___ Dataset ___

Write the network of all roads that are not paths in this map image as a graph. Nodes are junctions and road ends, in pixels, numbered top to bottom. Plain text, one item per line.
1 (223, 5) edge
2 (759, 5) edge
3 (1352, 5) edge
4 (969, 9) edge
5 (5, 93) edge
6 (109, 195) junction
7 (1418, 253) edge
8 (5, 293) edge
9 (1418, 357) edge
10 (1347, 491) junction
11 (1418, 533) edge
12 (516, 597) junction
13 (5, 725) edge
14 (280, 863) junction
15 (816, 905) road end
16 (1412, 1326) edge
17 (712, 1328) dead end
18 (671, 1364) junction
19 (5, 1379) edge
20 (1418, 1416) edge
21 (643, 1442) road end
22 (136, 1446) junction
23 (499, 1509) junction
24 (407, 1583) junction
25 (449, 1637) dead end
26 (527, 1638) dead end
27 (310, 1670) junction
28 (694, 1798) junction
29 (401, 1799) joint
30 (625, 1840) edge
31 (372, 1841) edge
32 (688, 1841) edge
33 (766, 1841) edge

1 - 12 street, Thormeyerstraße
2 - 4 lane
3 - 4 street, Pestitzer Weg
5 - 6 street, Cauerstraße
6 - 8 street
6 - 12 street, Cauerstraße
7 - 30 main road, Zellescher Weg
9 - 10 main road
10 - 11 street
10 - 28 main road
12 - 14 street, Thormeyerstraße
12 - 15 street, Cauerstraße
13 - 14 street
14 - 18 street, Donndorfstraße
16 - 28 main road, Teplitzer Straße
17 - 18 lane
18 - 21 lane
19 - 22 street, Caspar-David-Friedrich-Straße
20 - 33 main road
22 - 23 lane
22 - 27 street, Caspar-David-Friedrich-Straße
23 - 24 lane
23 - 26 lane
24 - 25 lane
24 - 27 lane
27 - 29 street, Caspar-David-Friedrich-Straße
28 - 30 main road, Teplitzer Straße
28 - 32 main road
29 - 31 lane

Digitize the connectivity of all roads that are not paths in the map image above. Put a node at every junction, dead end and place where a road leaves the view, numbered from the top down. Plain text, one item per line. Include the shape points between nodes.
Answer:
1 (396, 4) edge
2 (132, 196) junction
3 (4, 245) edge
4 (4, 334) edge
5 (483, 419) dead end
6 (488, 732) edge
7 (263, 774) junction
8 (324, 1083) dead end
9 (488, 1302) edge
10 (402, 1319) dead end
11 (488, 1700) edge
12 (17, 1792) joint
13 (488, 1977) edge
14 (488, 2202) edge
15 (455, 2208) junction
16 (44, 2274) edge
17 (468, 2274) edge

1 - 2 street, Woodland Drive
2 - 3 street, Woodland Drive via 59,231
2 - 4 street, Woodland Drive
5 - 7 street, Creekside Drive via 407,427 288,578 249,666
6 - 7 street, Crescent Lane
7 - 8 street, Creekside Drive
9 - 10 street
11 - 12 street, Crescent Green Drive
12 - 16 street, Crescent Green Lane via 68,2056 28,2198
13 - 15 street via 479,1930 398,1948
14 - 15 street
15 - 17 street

___

Every one of the records is to be copied word for word.

● **Output for this task**
Write the network of all roads that are not paths in this map image as a graph. Nodes are junctions and road ends, in pixels, numbered top to bottom. Plain text, one item per line.
1 (223, 5) edge
2 (759, 5) edge
3 (1352, 5) edge
4 (969, 9) edge
5 (5, 93) edge
6 (109, 195) junction
7 (1418, 253) edge
8 (5, 293) edge
9 (1418, 357) edge
10 (1347, 491) junction
11 (1418, 533) edge
12 (516, 597) junction
13 (5, 725) edge
14 (280, 863) junction
15 (816, 905) road end
16 (1412, 1326) edge
17 (712, 1328) dead end
18 (671, 1364) junction
19 (5, 1379) edge
20 (1418, 1416) edge
21 (643, 1442) road end
22 (136, 1446) junction
23 (499, 1509) junction
24 (407, 1583) junction
25 (449, 1637) dead end
26 (527, 1638) dead end
27 (310, 1670) junction
28 (694, 1798) junction
29 (401, 1799) joint
30 (625, 1840) edge
31 (372, 1841) edge
32 (688, 1841) edge
33 (766, 1841) edge

1 - 12 street, Thormeyerstraße
2 - 4 lane
3 - 4 street, Pestitzer Weg
5 - 6 street, Cauerstraße
6 - 8 street
6 - 12 street, Cauerstraße
7 - 30 main road, Zellescher Weg
9 - 10 main road
10 - 11 street
10 - 28 main road
12 - 14 street, Thormeyerstraße
12 - 15 street, Cauerstraße
13 - 14 street
14 - 18 street, Donndorfstraße
16 - 28 main road, Teplitzer Straße
17 - 18 lane
18 - 21 lane
19 - 22 street, Caspar-David-Friedrich-Straße
20 - 33 main road
22 - 23 lane
22 - 27 street, Caspar-David-Friedrich-Straße
23 - 24 lane
23 - 26 lane
24 - 25 lane
24 - 27 lane
27 - 29 street, Caspar-David-Friedrich-Straße
28 - 30 main road, Teplitzer Straße
28 - 32 main road
29 - 31 lane

Digitize the connectivity of all roads that are not paths in the map image above. Put a node at every junction, dead end and place where a road leaves the view, numbered from the top down. Plain text, one item per line. Include the shape points between nodes.
Answer:
1 (396, 4) edge
2 (132, 196) junction
3 (4, 245) edge
4 (4, 334) edge
5 (483, 419) dead end
6 (488, 732) edge
7 (263, 774) junction
8 (324, 1083) dead end
9 (488, 1302) edge
10 (402, 1319) dead end
11 (488, 1700) edge
12 (17, 1792) joint
13 (488, 1977) edge
14 (488, 2202) edge
15 (455, 2208) junction
16 (44, 2274) edge
17 (468, 2274) edge

1 - 2 street, Woodland Drive
2 - 3 street, Woodland Drive via 59,231
2 - 4 street, Woodland Drive
5 - 7 street, Creekside Drive via 407,427 288,578 249,666
6 - 7 street, Crescent Lane
7 - 8 street, Creekside Drive
9 - 10 street
11 - 12 street, Crescent Green Drive
12 - 16 street, Crescent Green Lane via 68,2056 28,2198
13 - 15 street via 479,1930 398,1948
14 - 15 street
15 - 17 street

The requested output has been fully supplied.